What a difference a few years make. For starters Hong Kong enjoys little of the 7% growth seen in nearby China. Another financier says Hong Kong may one day become little more than a "Chinese Monaco" in the years to come, hardly an endorsement. Tycoon Li Ka-shing is more optimistic about Hong Kong's future, seeing Chinese growth foster new prosperity in the future. "With its entry in the World Trade Organization, the opportunities in mainland China are abundant," he says but adds, "It's not only good for China, it is also good for Hong Kong," saying the city offers more opportunities than others.

In Singapore, the other city-state and economic tiger which raged in the 1980s and early 1990s, an entire generation of influential inhabitants seems to agree. According to an opinion poll an increasing amount of professionals say they want to look elsewhere for business opportunities, like Australia and Canada, sparking fears of a "brain drain". In a nine-month period the number of Singaporeans wanting to permanently leave rose from 14% to 21% according to the ACNielsen poll. The numbers upset prime minister Goh Chok Tong to the point of calling those wanting to leave "quitters" in a National Day speech, hardly an embracing tactic.

It doesn't help that the region's usual economic catalyst, unlike booming South Korea, is in the midst of the longest-lasting slump since the post-war boom. Japan's financial crisis deepened when a government bond auction failed to attract enough bidders for the first time ever. Confidence in the Bank of Japan had already been weakened by its surprise announcement that it will buy shares directly from commercial banks in an attempt to stabilise the country's troubled financial system. The move does not address many of Japan's most pressing economic problems.

But some problems in Southeast Asia's economies are home-grown. In Indonesia, corruption remains endemic and saps the morale of both consumers and investors. Not far from the Garuda and Vishnu work grounds, another incomplete project bites the dust. A large two-way paved road starting from an imposing statue-guarded gate winds up in the middle of nowehere in the Balinese country-side. Where rich home-owners were supposed to live now only cows graze. This is where "Tommy" Suharto, the former despot's notorious son, now in prison for fraud, planned a 700-hectare exclusive community for the wealthy and foreigners. A monument to failure and rampant corruption, holding back what should otherwise be one of South East Asia's more vibrant economies.

Just recently a Jakarta tribunal found House of representatives speaker Akbar Tandjung guilty of graft. But while many lawmakers have clamored for his immediate dismissal, he is hanging on to his post while awaiting an appeal. The verdict, at a time the Indonesian justice is timidly trying to bring corruption on trial, was yet again decried as light by critics who point out it was far below the 20-year maximum imprisonment sentence. "Notorious for their corrupt ways, the country's judiciary sprang another surprise" trashed the Jakarta Post on its cover page.

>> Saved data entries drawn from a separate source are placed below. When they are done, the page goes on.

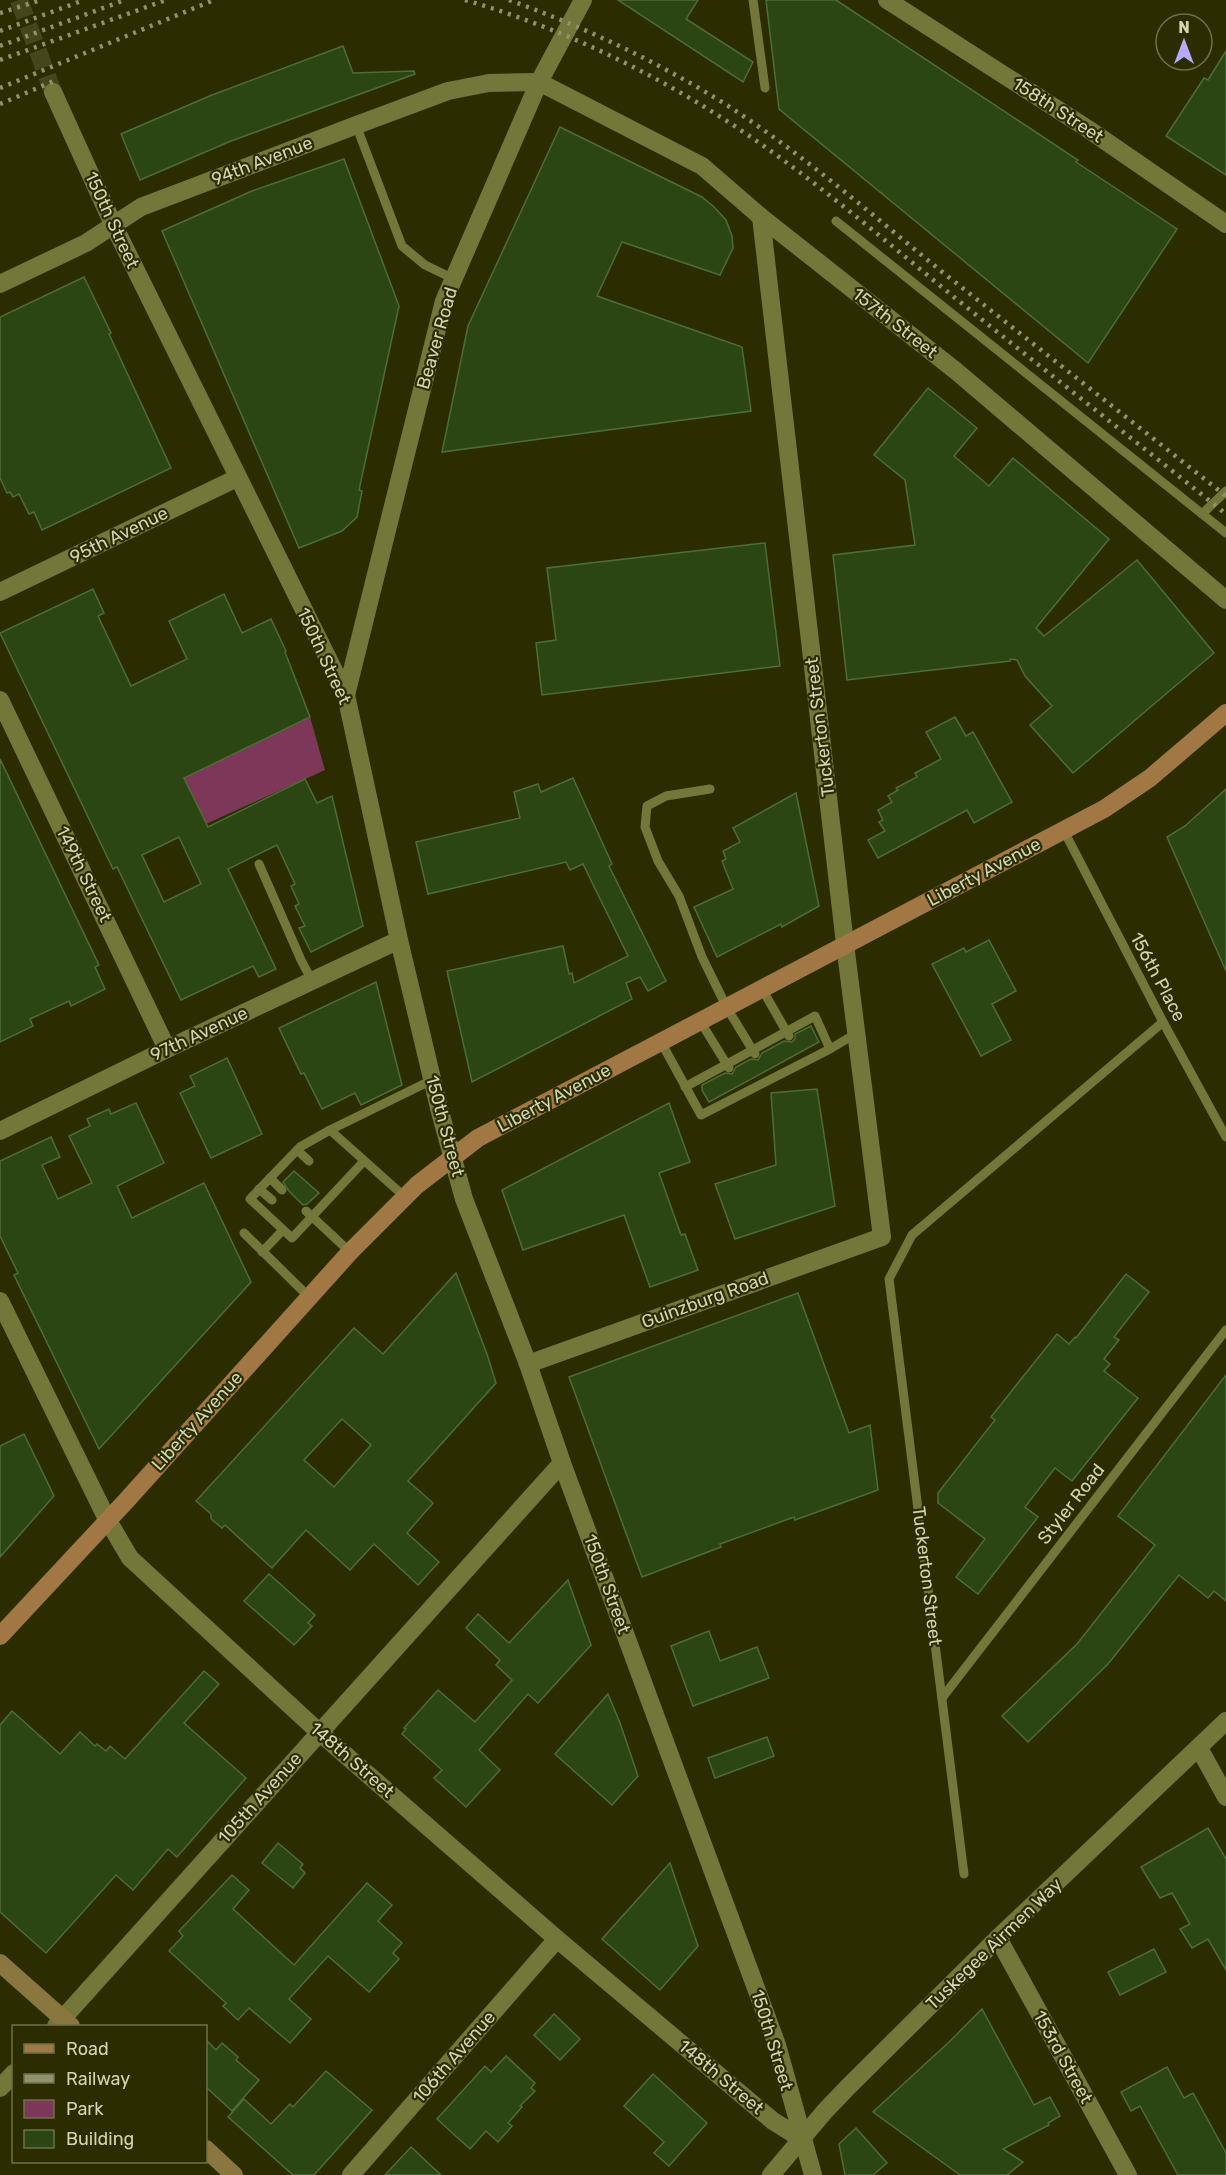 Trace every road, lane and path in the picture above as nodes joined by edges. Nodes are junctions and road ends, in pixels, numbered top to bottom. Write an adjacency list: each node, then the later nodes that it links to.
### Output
1 (583, 0): 4 (street, Beaver Road)
2 (753, 0): 5 (lane)
3 (887, 0): 10 (street, 158th Street)
4 (539, 82): 7 (street, 94th Avenue); 8 (street, 157th Street); 12 (street, Beaver Road)
5 (765, 88)
6 (53, 92): 11 (street, 150th Street)
7 (356, 125): 11 (street, 94th Avenue); 12 (lane)
8 (761, 217): 19 (street, 157th Street); 27 (street, Tuckerton Street)
9 (836, 221): 16 (lane)
10 (1226, 224)
11 (113, 225): 13 (street, 94th Avenue); 14 (street, 150th Street)
12 (454, 279): 20 (street, Beaver Road)
13 (0, 284)
14 (237, 478): 18 (street, 95th Avenue); 20 (street, 150th Street)
15 (1226, 491): 16 (lane)
16 (1202, 514): 17 (lane)
17 (1226, 533)
18 (0, 592)
19 (1226, 600)
20 (346, 695): 26 (street, 150th Street)
21 (0, 700): 36 (street, 149th Street)
22 (1226, 712): 24 (main road, Liberty Avenue)
23 (710, 789): 30 (lane)
24 (1064, 831): 27 (main road, Liberty Avenue); 32 (lane, 156th Place)
25 (259, 864): 28 (lane)
26 (399, 940): 28 (street, 97th Avenue); 42 (street, 150th Street)
27 (845, 944): 29 (main road, Liberty Avenue); 34 (street, Tuckerton Street)
28 (312, 981): 36 (street, 97th Avenue)
29 (762, 989): 30 (main road, Liberty Avenue); 33 (lane)
30 (727, 1008): 31 (main road, Liberty Avenue); 38 (lane)
31 (700, 1022): 35 (main road, Liberty Avenue); 41 (lane)
32 (1162, 1022): 46 (lane, 156th Place); 71 (lane, Tuckerton Street)
33 (787, 1034): 37 (lane); 38 (lane)
34 (857, 1034): 37 (lane); 61 (street, Tuckerton Street)
35 (661, 1042): 43 (lane); 50 (main road, Liberty Avenue)
36 (167, 1048): 44 (street, 97th Avenue)
37 (830, 1049): 40 (lane)
38 (754, 1052): 41 (lane)
39 (799, 1054): 40 (lane)
40 (804, 1063): 43 (lane)
41 (727, 1066): 43 (lane)
42 (432, 1080): 45 (lane); 50 (street, 150th Street)
43 (685, 1087)
44 (0, 1131)
45 (330, 1131): 47 (lane); 52 (lane)
46 (1226, 1137)
47 (312, 1140): 48 (lane); 49 (lane)
48 (321, 1149)
49 (297, 1150): 51 (lane); 53 (lane)
50 (453, 1158): 56 (main road, Liberty Avenue); 67 (street, 150th Street)
51 (309, 1161)
52 (364, 1161): 56 (lane); 58 (lane)
53 (270, 1178): 54 (lane); 55 (lane)
54 (259, 1189): 57 (lane); 59 (lane)
55 (282, 1190)
56 (405, 1197): 63 (main road, Liberty Avenue)
57 (272, 1200)
58 (309, 1214): 59 (lane); 63 (lane)
59 (283, 1230): 62 (lane)
60 (244, 1233): 62 (lane)
61 (882, 1237): 67 (street, Guinzburg Road)
62 (262, 1252): 64 (lane)
63 (350, 1252): 64 (main road, Liberty Avenue)
64 (309, 1297): 69 (main road, Liberty Avenue)
65 (0, 1301): 69 (street, 148th Street)
66 (1226, 1330): 71 (lane, Styler Road)
67 (528, 1364): 68 (street, 150th Street)
68 (562, 1463): 73 (street, 105th Avenue); 83 (street, 150th Street)
69 (107, 1519): 70 (main road, Liberty Avenue); 73 (street, 148th Street)
70 (0, 1636)
71 (942, 1698): 76 (lane, Tuckerton Street)
72 (1226, 1721): 74 (street, Tuskegee Airmen Way)
73 (319, 1732): 78 (street, 148th Street); 80 (street, 105th Avenue)
74 (1199, 1748): 75 (street); 77 (street, Tuskegee Airmen Way)
75 (1226, 1797)
76 (964, 1874)
77 (998, 1938): 83 (street, Tuskegee Airmen Way); 89 (street, 153rd Street)
78 (557, 1940): 83 (street, 148th Street); 86 (street, 106th Avenue)
79 (0, 1963): 80 (main road)
80 (63, 2024)
81 (12, 2075): 82 (street)
82 (0, 2088)
83 (802, 2139): 87 (street, Tuskegee Airmen Way); 88 (street, 150th Street)
84 (207, 2150): 85 (main road)
85 (234, 2175)
86 (351, 2175)
87 (771, 2175)
88 (813, 2175)
89 (1128, 2175) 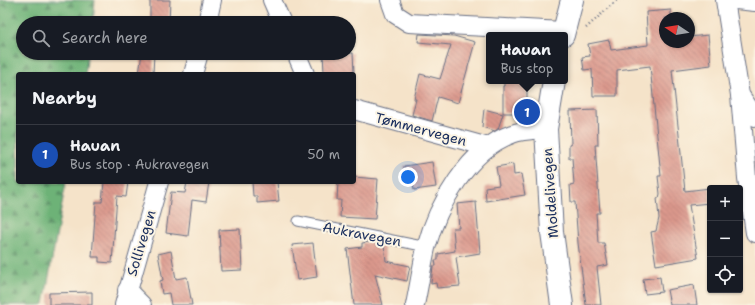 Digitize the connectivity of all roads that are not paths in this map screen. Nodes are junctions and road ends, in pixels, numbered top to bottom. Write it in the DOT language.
graph roads {
  1 [pos="212,0"];
  2 [pos="272,0"];
  3 [pos="390,0"];
  4 [pos="572,0"];
  5 [pos="725,0"];
  6 [pos="736,0"];
  7 [pos="755,2"];
  8 [pos="209,16"];
  9 [pos="279,16"];
  10 [pos="570,32"];
  11 [pos="197,60"];
  12 [pos="299,60"];
  13 [pos="194,72"];
  14 [pos="304,72"];
  15 [pos="554,84"];
  16 [pos="740,96"];
  17 [pos="356,111"];
  18 [pos="755,117"];
  19 [pos="546,129"];
  20 [pos="488,147"];
  21 [pos="158,184"];
  22 [pos="298,221"];
  23 [pos="755,233"];
  24 [pos="427,247"];
  25 [pos="125,298"];
  26 [pos="142,305"];
  27 [pos="415,305"];
  28 [pos="562,305"];
  1 -- 8 [label="street"];
  2 -- 9 [label="street"];
  3 -- 10 [label="street"];
  4 -- 10 [label="main road"];
  5 -- 16 [label="street"];
  6 -- 7 [label="street"];
  11 -- 13 [label="street"];
  12 -- 14 [label="street"];
  15 -- 19 [label="main road, Moldelivegen"];
  16 -- 18 [label="street"];
  16 -- 23 [label="street"];
  17 -- 20 [label="street, Tømmervegen"];
  19 -- 20 [label="street"];
  19 -- 28 [label="main road, Moldelivegen"];
  20 -- 24 [label="street"];
  21 -- 25 [label="street, Sollivegen"];
  22 -- 24 [label="lane, Aukravegen"];
  24 -- 27 [label="street"];
  25 -- 26 [label="street"];
}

Indonesians complain that corruption is upsetting them, from the money handed over to police officers to avoid a fine, to the millions of dollars playing into the country's natural resources business, to the dismay of "exploited and disgruntled local peoples," decries Bali restaurateur Mas Ardun.

According to a recent Transparency International survey, Indonesia dropped down a few notches further, to rank 96th out of 102 countries, a few spots from the bottom of the most corrupt in the world. "We only have a few more to go," jokes an Indonesian expatriate. Investment disaffection, corruption and sluggish trading partners all contribute to the lingering East Asian economic morass five years after the 1997 crash.